El Colegio San José Obrero de Cieza (el RAM) ha vuelto a transformar su jornada conmemorativa del Día Escolar de la No Violencia y la Paz en una experiencia pedagógica y artística. En esta ocasión, alumnos y maestros se han subido a la cubierta de un navío para presentar la obra teatral «Piratas del Mar de la Paz».
La representación, que ha tenido lugar este viernes, narra la travesía de una peculiar tripulación pirata que, lejos de buscar tesoros materiales, recorre los cinco continentes para recolectar valores humanos. Bajo la premisa de que «la paz no se conquista, se construye», los alumnos y docentes han explorado diversas culturas para entender cómo cada pueblo vive en armonía, aprendiendo los valores de cada lugar y realizando un baile típico de cada zona.
A lo largo del espectáculo, los protagonistas han atracado en distintos puertos, recibiendo lecciones fundamentales de cada comunidad visitada. Durante la representación, los alumnos aprendieron que para la tribu india la paz reside en respetar y cuidar la tierra, porque ella nos da la vida. En su paso por China, descubrieron que la paz es la armonía con la naturaleza, con los demás y con uno mismo, mientras que en España comprendieron que se construye hablando y escuchando a los demás. La cultura hawaiana aportó el valor del concepto Aloha, definido como amor, respeto y compasión, a la vez que en África se destacó que la paz nace en la comunidad y en el apoyo mutuo. Finalmente, la cultura hindú enfatizó la importancia de defender la paz para el cuerpo, la mente y el espíritu, cerrando el viaje en México, donde aprendieron que la paz consiste en celebrar la vida con alegría y respeto incluso en tiempos difíciles.
Este año el equipo educativo ha vuelto a demostrar su creatividad y entrega.
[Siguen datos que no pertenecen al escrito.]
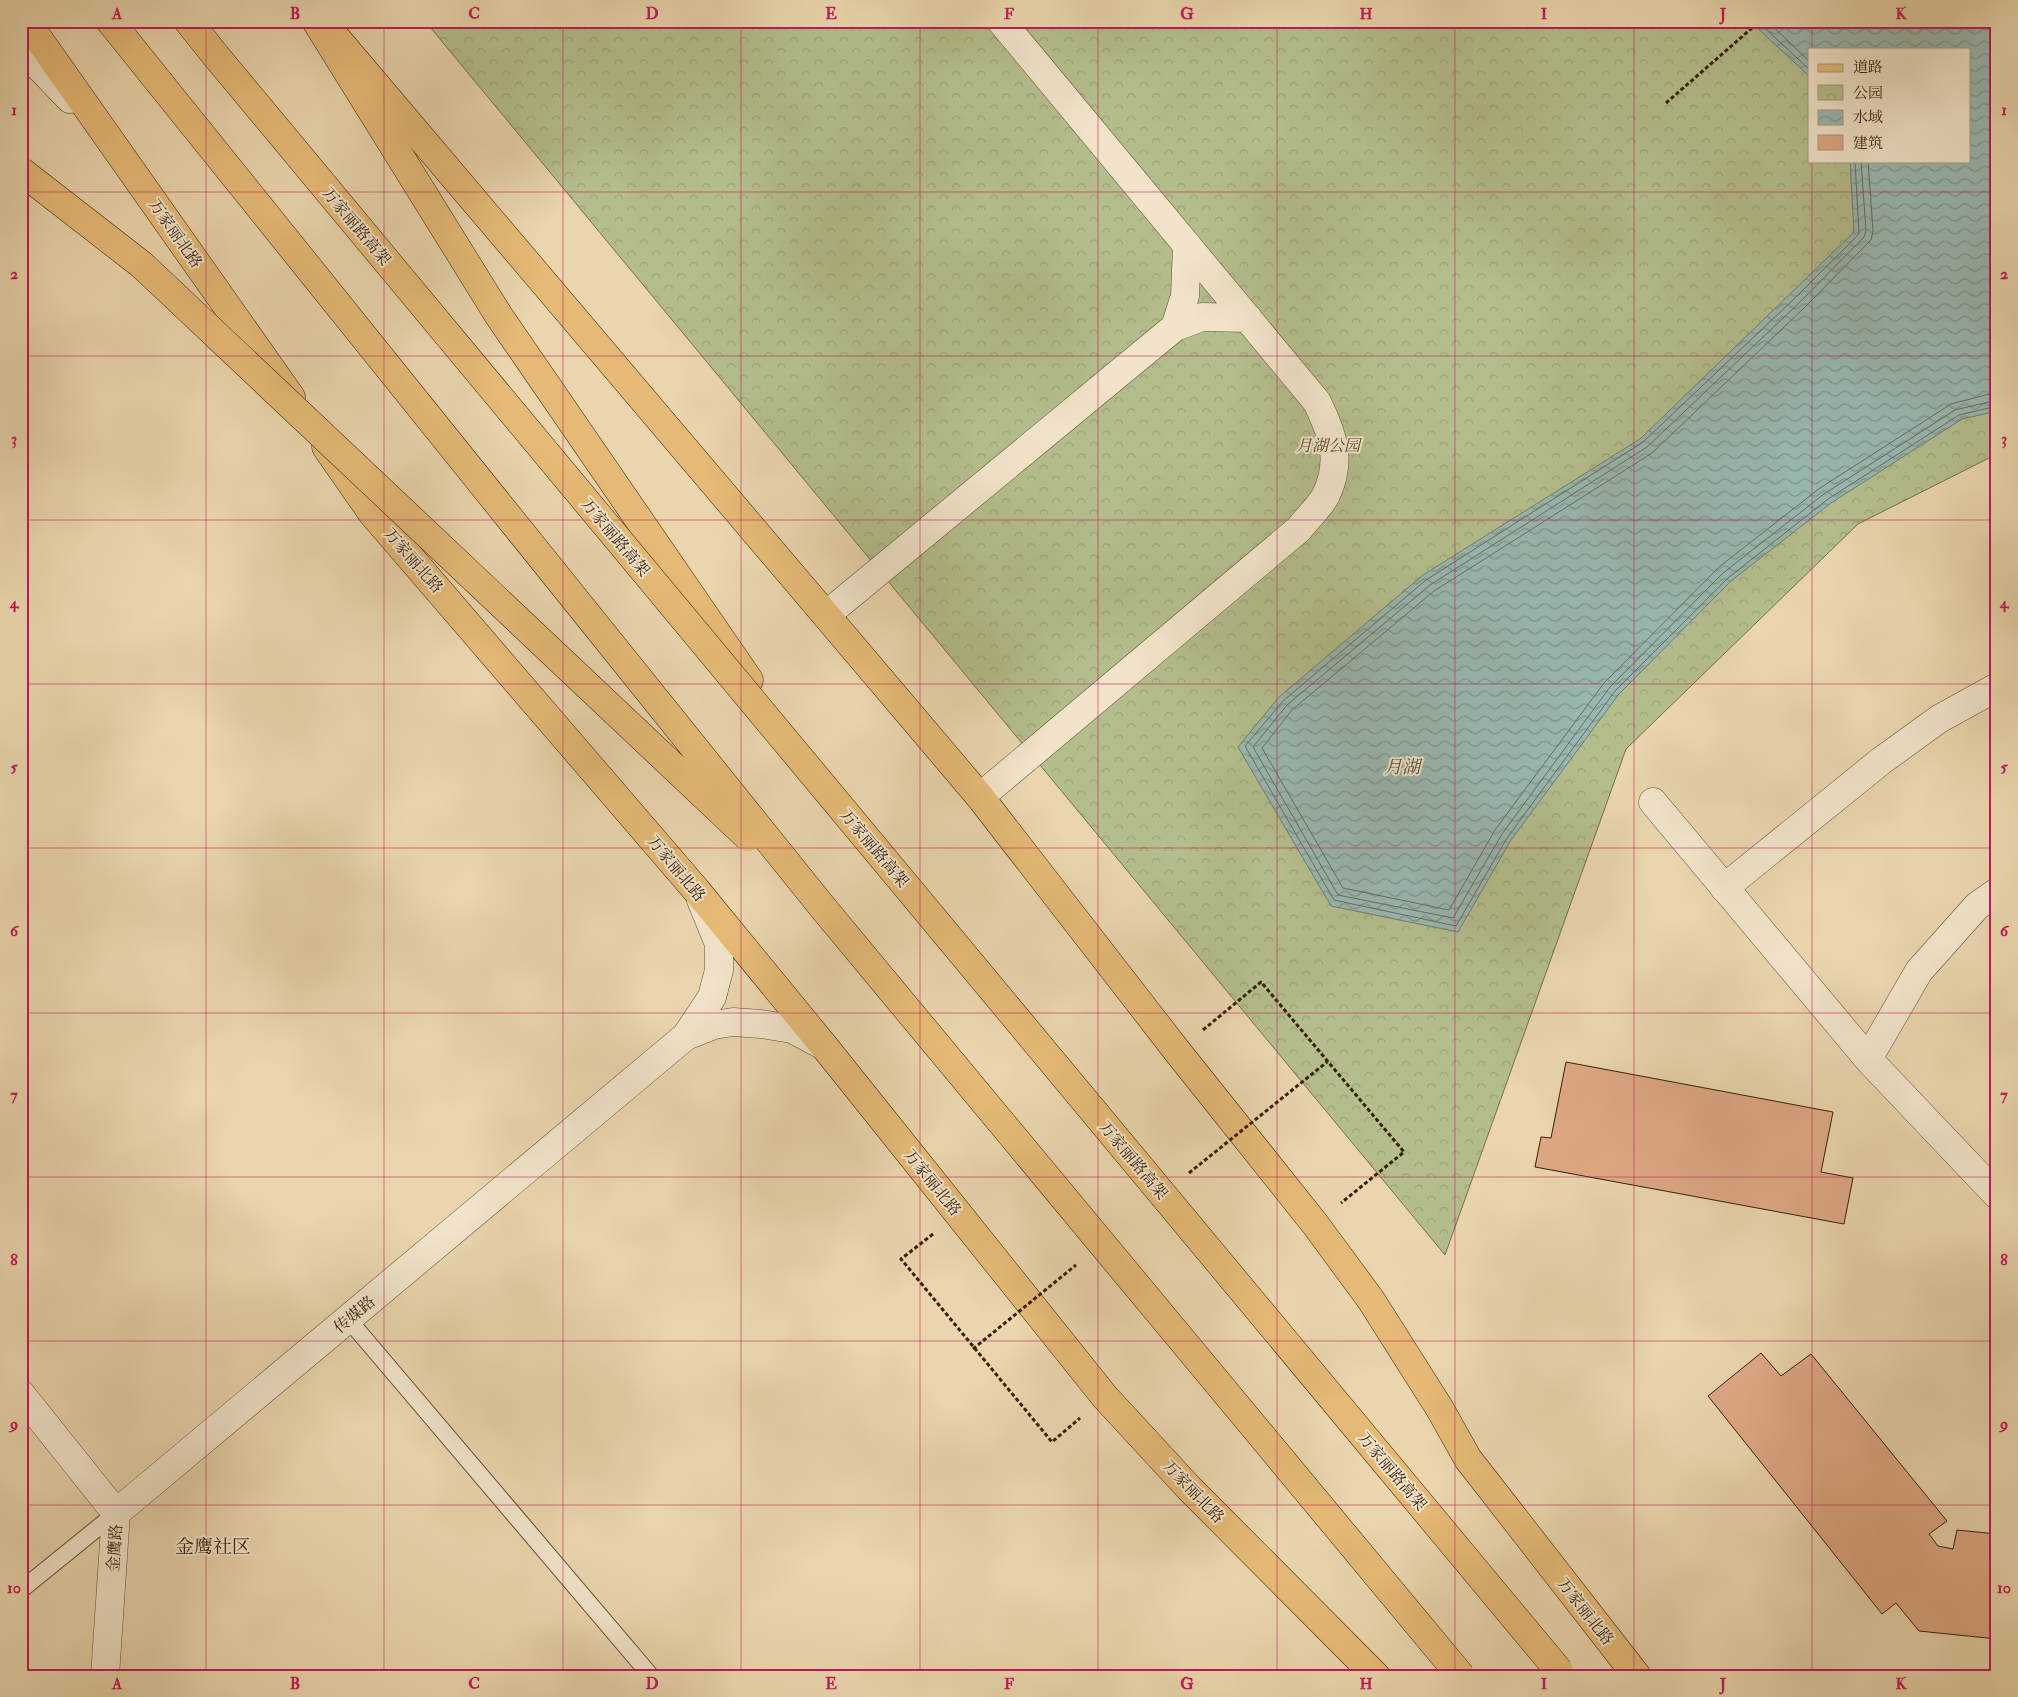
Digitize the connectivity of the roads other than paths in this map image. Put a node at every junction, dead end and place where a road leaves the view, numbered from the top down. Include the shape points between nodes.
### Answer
1 (26, 21) edge
2 (110, 21) edge
3 (188, 21) edge
4 (316, 21) edge
5 (322, 21) edge
6 (1002, 21) edge
7 (21, 48) edge
8 (118, 151) junction
9 (21, 171) edge
10 (1187, 245) junction
11 (1248, 318) junction
12 (1175, 327) junction
13 (826, 615) junction
14 (1997, 687) edge
15 (807, 766) junction
16 (980, 797) junction
17 (1653, 802) dead end
18 (1724, 888) junction
19 (697, 891) junction
20 (1997, 892) edge
21 (824, 909) junction
22 (686, 1036) junction
23 (824, 1046) junction
24 (1868, 1060) junction
25 (1997, 1195) edge
26 (348, 1319) junction
27 (21, 1394) edge
28 (116, 1513) junction
29 (21, 1590) edge
30 (105, 1676) edge
31 (652, 1676) edge
32 (1376, 1676) edge
33 (1461, 1676) edge
34 (1562, 1676) edge
35 (1638, 1676) edge

1 - 8 main road, 万家丽北路
2 - 21 main road, bridge
3 - 15 main road, 万家丽路高架, bridge
4 - 15 main road, bridge via 499,316
5 - 13 main road, 万家丽北路
6 - 10 street
7 - 8 street
8 - 19 main road, 万家丽北路 via 372,513
9 - 21 main road, bridge via 142,265
10 - 11 street
10 - 12 street via 1185,296
11 - 12 street via 1202,317
11 - 16 street via 1317,402 1331,433 1335,464 1326,496 1299,529
12 - 13 street
13 - 16 main road, 万家丽北路
14 - 18 street via 1939,719 1881,761
15 - 34 main road, 万家丽路高架, bridge
16 - 35 main road, 万家丽北路 via 1315,1224 1371,1300 1468,1459
17 - 18 street
18 - 24 street
19 - 22 street via 719,944 719,970 712,997
19 - 23 main road, 万家丽北路
20 - 24 street via 1977,906 1919,971
21 - 33 main road, bridge
22 - 23 street via 714,1025 751,1023 792,1029
22 - 26 street, 传媒路
23 - 32 main road, 万家丽北路 via 1105,1397 1189,1488
24 - 25 street
26 - 28 street, 传媒路
26 - 31 lane
27 - 28 street, 金鹰路
28 - 29 lane, 传媒路
28 - 30 street, 金鹰路

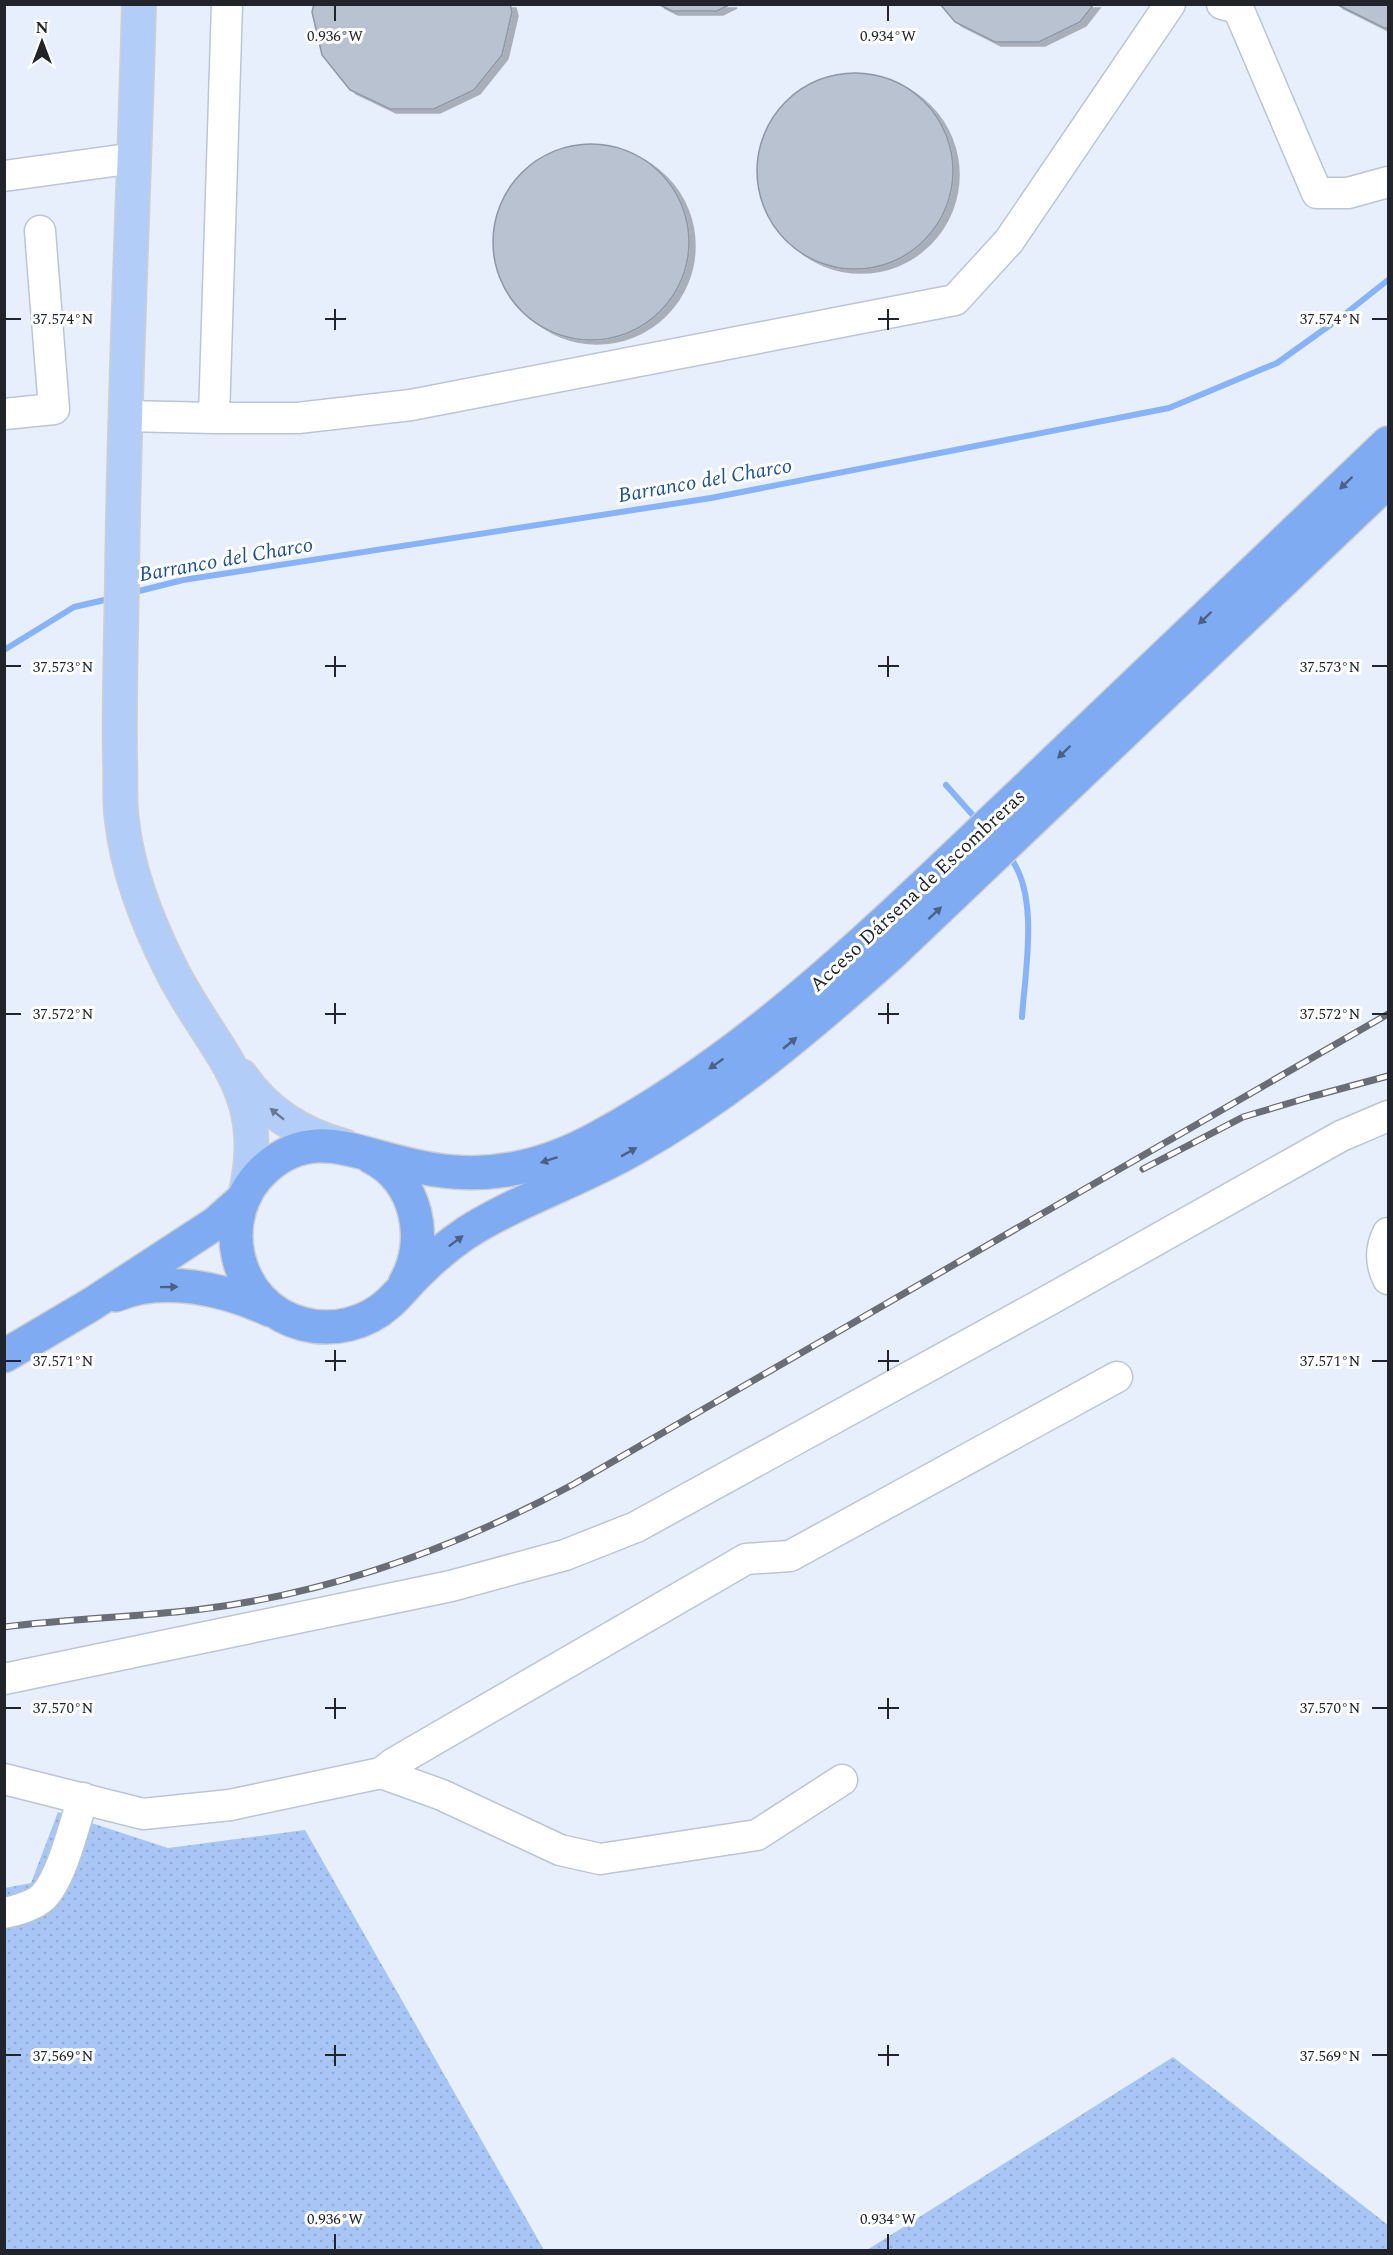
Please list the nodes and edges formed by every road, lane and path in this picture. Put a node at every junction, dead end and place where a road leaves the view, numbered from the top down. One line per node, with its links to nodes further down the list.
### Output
1 (139, 4): 5 (main road)
2 (227, 4): 11 (street)
3 (1170, 4): 11 (street)
4 (1222, 4): 7 (street)
5 (135, 158): 6 (street); 10 (main road)
6 (4, 176)
7 (1389, 182)
8 (40, 231): 9 (street)
9 (4, 414)
10 (125, 416): 11 (street); 14 (main road)
11 (214, 418)
12 (1389, 443): 16 (highway, Acceso Dársena de Escombreras, one-way to 16)
13 (1389, 481): 20 (highway, Acceso Dársena de Escombreras, one-way to 13)
14 (217, 1043): 16 (main road, one-way to 14); 17 (main road)
15 (1389, 1116): 25 (street)
16 (356, 1150): 17 (highway, Acceso Dársena de Escombreras); 20 (highway, Acceso Dársena de Escombreras)
17 (244, 1197): 21 (highway); 22 (highway, Acceso Dársena de Escombreras)
18 (1389, 1233): 19 (street)
19 (1389, 1279)
20 (397, 1295): 22 (highway, Acceso Dársena de Escombreras)
21 (92, 1304): 22 (highway, one-way to 22); 23 (highway)
22 (287, 1319)
23 (4, 1356)
24 (1117, 1377): 26 (street)
25 (4, 1679)
26 (381, 1773): 28 (street); 29 (street)
27 (4, 1779): 29 (street)
28 (842, 1780)
29 (83, 1798): 30 (street)
30 (4, 1912)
La participación activa de maestros y alumnos en los bailes y diálogos ha reforzado el mensaje de que la convivencia es un trabajo en equipo, logrando un resultado verdaderamente gratificante para todos los allí presentes.
El acto ha concluido con toda la comunidad educativa unida, bailando una canción en común, simbolizando que, aunque la paz se manifieste de formas distintas en cada cultura, siempre «nace del mismo lugar: el corazón».
Con esta iniciativa, el Colegio San José Obrero reafirma su lema de ser un lugar donde la magia de la educación transforma el mundo, consolidando una tradición que convierte cada 30 de enero en una lección de vida inolvidable.